### PROBLEM TO SOLVE
The records should be repeated word for word, pictures excluded.

(Saved data entries)

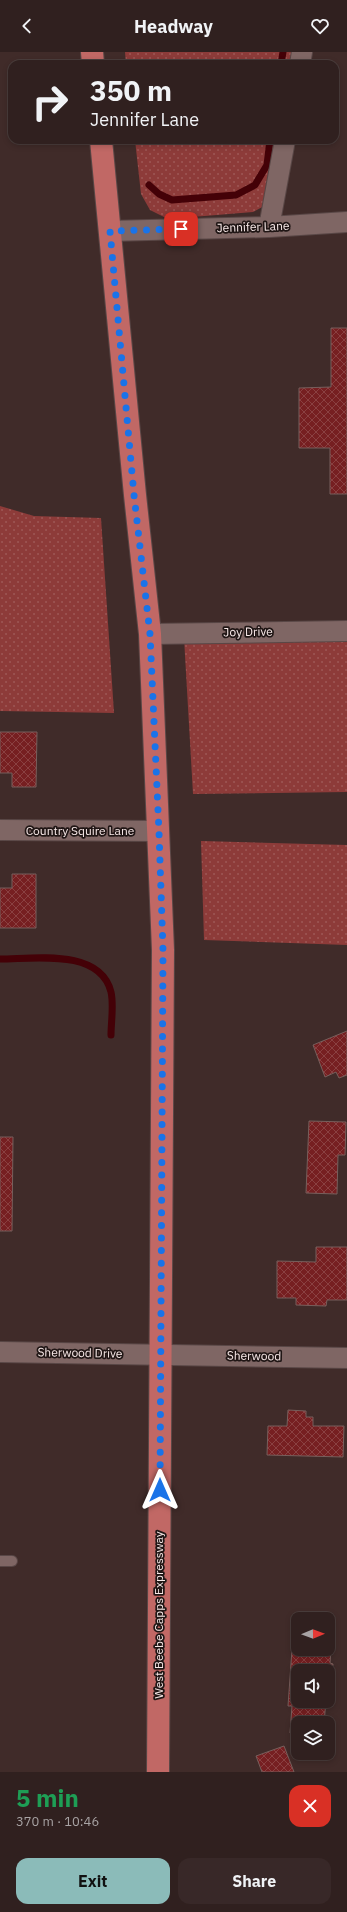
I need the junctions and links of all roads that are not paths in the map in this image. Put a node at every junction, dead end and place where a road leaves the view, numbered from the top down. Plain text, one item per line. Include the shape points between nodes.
1 (101, 144) edge
2 (284, 144) edge
3 (347, 222) edge
4 (269, 226) junction
5 (110, 231) junction
6 (347, 631) edge
7 (150, 634) junction
8 (0, 830) edge
9 (159, 832) junction
10 (0, 1352) edge
11 (160, 1354) junction
12 (347, 1358) edge
13 (0, 1561) edge
14 (12, 1561) dead end
15 (158, 1772) edge

1 - 5 main road, West Beebe Capps Expressway
2 - 4 street
3 - 4 street, Jennifer Lane
4 - 5 street, Jennifer Lane
5 - 7 main road, West Beebe Capps Expressway via 134,495
6 - 7 street, Joy Drive
7 - 9 main road, West Beebe Capps Expressway
8 - 9 street, Country Squire Lane
9 - 11 main road, West Beebe Capps Expressway via 163,950
10 - 11 street, Sherwood Drive
11 - 12 street, Sherwood
11 - 15 main road, West Beebe Capps Expressway
13 - 14 lane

### THE COMPLETED TASK
I need the junctions and links of all roads that are not paths in the map in this image. Put a node at every junction, dead end and place where a road leaves the view, numbered from the top down. Plain text, one item per line. Include the shape points between nodes.
1 (101, 144) edge
2 (284, 144) edge
3 (347, 222) edge
4 (269, 226) junction
5 (110, 231) junction
6 (347, 631) edge
7 (150, 634) junction
8 (0, 830) edge
9 (159, 832) junction
10 (0, 1352) edge
11 (160, 1354) junction
12 (347, 1358) edge
13 (0, 1561) edge
14 (12, 1561) dead end
15 (158, 1772) edge

1 - 5 main road, West Beebe Capps Expressway
2 - 4 street
3 - 4 street, Jennifer Lane
4 - 5 street, Jennifer Lane
5 - 7 main road, West Beebe Capps Expressway via 134,495
6 - 7 street, Joy Drive
7 - 9 main road, West Beebe Capps Expressway
8 - 9 street, Country Squire Lane
9 - 11 main road, West Beebe Capps Expressway via 163,950
10 - 11 street, Sherwood Drive
11 - 12 street, Sherwood
11 - 15 main road, West Beebe Capps Expressway
13 - 14 lane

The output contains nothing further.